The key turned in the lock. Taking tentative steps, Lisa walked over to the window. Sasha heard the click of a lighter.
“You know,” said Lisa thoughtfully, “I don’t really care what you think of me. What sort of thoughts swim in that tiny head of yours. I was in a dance troupe… Then
he
came… showed me a coin. Said: remember this sign, not the zero, the other one. When a stranger approaches you and shows you a coin like that, you must come with him without any questions, and do everything he asks. Also without any questions. He said, I never ask for the impossible. And the next day my boyfriend, Lyosha, was arrested for an alleged homicide. He didn’t even know that guy, he’s never even seen him, and they did a ballistics evidence test, and they had witnesses… Lyosha bought that gun illegally. He always said, a girl like me had to be protected. And then this dude comes to me, forty years old, and pokes that sign at me. And I went with him, like a sheep. Next morning I threw up money. And two more days later Lyosha was released. I don’t know if his parents bribed someone, or maybe something else happened, but the witnesses and the gun—they all disappeared. Must have been a nice bribe. I know he never used that gun for shooting, maybe only shot a few bottles in the woods for practice. But those guys… they came to me every month. They stuck their signs under my nose. I spread my legs for all of them, and every morning I threw up money, and Lyosha was there, and he could feel something…. I quit dancing; there was no way I could still dance. Lyosha left me. And
he
… he says: I never ask for the impossible…”

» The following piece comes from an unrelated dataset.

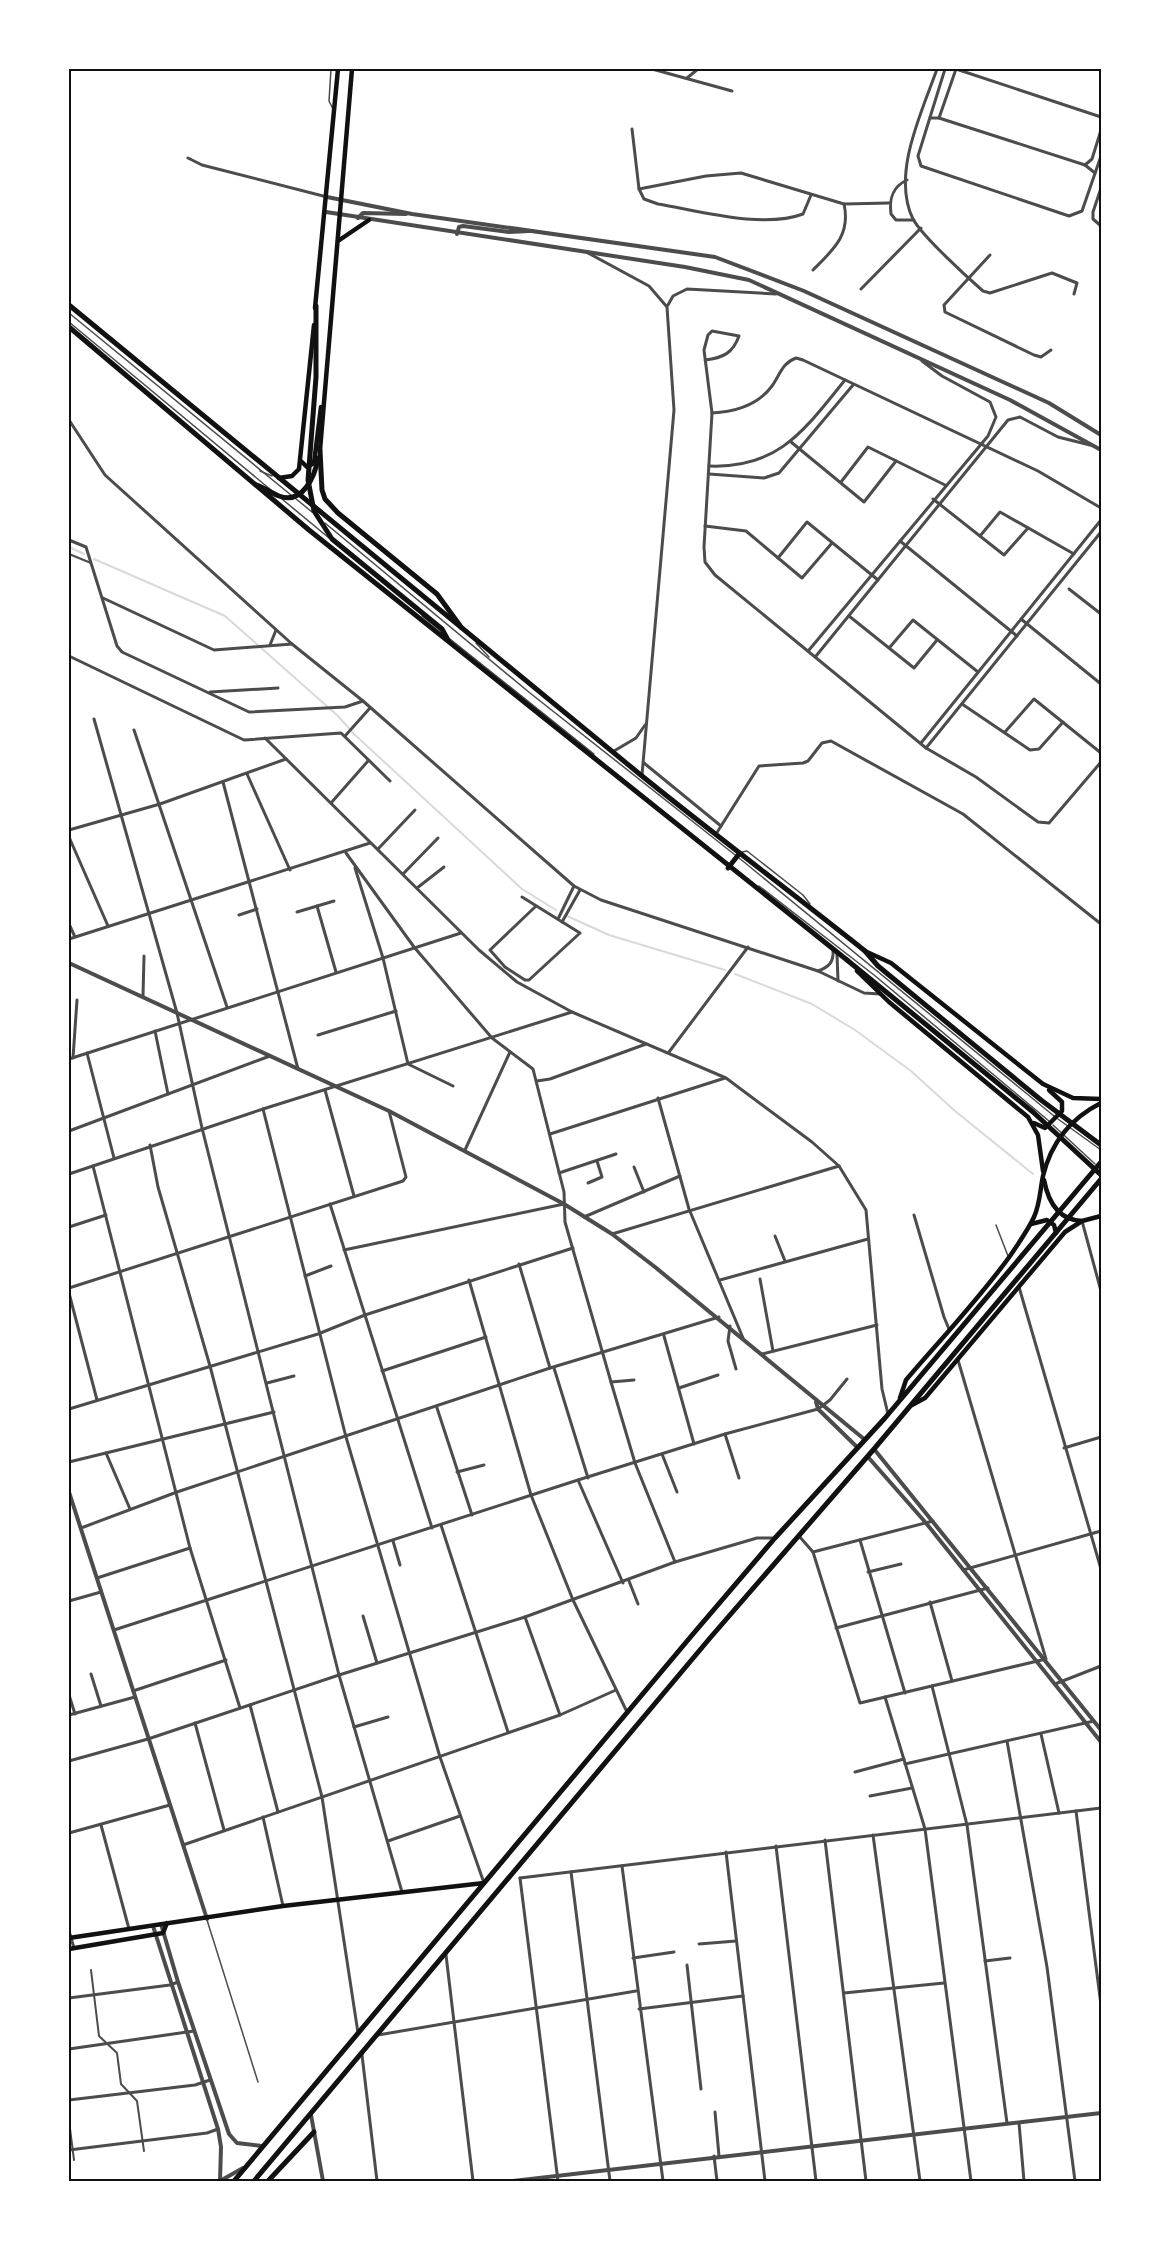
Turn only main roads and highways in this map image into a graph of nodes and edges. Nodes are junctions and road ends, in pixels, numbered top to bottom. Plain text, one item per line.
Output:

For a long time now Sasha’s nose was above the blanket. The room was filled with the smells of hangover breath and cigarettes. Oksana slept (or pretended to sleep), a sharp ray of light still lay on the windowsill, highlighting half of the pale face of the girl sitting on its edge.
The red end of a cigarette darted in the dark. It made loops in the air.
“Are you still speechless? Whatever… Is it written on my forehead? Why do they stick to me, and leave you alone?”
Sasha was silent.
“I suppose I loved him,” Lisa’s voice was unexpectedly sober, harsh. “I suppose I did, if I did it for his sake… Well, it does not matter anymore. I have a little brother. I have a grandma, she’s old. There is a hook I can be caught with. Everyone has a hook… But why did he say: I don’t ask for the impossible? I see this sign in my sleep now,” the cigarette twitched, making circles in the air. “I began avoiding men, all of them. Lyosha went away, and did not leave me his number… And he says: “I don’t ask for the impossible!” Ah, to hell with all of this!”